**** TASK DATA ****

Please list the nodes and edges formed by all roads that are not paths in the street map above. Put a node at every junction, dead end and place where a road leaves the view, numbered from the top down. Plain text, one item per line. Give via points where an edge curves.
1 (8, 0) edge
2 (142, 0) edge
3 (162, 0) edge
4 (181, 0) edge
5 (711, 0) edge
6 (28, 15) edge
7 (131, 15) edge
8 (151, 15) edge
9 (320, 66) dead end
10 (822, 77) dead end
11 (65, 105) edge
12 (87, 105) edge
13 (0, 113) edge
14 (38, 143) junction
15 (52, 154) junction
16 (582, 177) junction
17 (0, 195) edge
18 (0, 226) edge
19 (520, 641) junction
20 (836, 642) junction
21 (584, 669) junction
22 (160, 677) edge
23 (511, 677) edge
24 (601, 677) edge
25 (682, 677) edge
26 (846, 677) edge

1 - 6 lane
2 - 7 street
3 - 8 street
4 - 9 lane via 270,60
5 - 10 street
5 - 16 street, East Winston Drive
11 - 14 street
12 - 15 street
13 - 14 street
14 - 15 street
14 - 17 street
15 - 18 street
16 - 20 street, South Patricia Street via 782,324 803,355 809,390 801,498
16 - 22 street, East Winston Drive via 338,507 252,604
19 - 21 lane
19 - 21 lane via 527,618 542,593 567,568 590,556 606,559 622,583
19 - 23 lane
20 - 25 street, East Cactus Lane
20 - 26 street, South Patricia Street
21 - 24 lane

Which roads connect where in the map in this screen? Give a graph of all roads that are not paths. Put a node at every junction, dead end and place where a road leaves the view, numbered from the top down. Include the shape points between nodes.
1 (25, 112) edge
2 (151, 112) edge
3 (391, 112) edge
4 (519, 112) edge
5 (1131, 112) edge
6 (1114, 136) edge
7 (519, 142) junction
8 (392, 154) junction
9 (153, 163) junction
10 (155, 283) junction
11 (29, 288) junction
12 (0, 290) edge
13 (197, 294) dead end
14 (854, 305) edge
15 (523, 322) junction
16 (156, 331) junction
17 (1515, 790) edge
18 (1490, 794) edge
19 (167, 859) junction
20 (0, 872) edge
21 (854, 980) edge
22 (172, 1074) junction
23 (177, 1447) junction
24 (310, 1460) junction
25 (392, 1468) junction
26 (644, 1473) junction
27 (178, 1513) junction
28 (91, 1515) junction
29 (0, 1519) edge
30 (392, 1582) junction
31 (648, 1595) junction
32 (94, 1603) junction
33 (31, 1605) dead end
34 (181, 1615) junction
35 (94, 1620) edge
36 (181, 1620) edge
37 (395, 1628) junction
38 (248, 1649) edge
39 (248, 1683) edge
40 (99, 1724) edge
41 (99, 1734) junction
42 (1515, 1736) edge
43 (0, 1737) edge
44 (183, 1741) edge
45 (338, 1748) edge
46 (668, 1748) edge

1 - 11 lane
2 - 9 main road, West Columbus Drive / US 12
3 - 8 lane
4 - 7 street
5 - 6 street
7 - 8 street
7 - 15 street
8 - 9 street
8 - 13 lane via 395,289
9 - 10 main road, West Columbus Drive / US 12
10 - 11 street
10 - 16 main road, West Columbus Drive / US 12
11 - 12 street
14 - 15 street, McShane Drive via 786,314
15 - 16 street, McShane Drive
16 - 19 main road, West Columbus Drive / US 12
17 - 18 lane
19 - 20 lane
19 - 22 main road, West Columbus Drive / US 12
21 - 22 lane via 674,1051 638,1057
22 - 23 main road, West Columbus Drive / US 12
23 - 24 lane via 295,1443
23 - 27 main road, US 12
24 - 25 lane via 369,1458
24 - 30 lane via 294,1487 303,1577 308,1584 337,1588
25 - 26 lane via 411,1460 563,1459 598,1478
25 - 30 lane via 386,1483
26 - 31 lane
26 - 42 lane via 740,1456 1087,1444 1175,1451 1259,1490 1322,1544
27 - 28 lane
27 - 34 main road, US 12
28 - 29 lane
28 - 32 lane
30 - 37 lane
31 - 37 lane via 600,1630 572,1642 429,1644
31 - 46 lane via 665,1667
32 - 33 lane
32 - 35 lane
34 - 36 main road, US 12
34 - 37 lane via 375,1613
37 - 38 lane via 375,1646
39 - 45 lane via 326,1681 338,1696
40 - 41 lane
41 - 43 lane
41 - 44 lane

****

Every line of the entries that includes "Winston" must be copied into the answer.

SOLVED EXERCISE:
5 - 16 street, East Winston Drive
16 - 22 street, East Winston Drive via 338,507 252,604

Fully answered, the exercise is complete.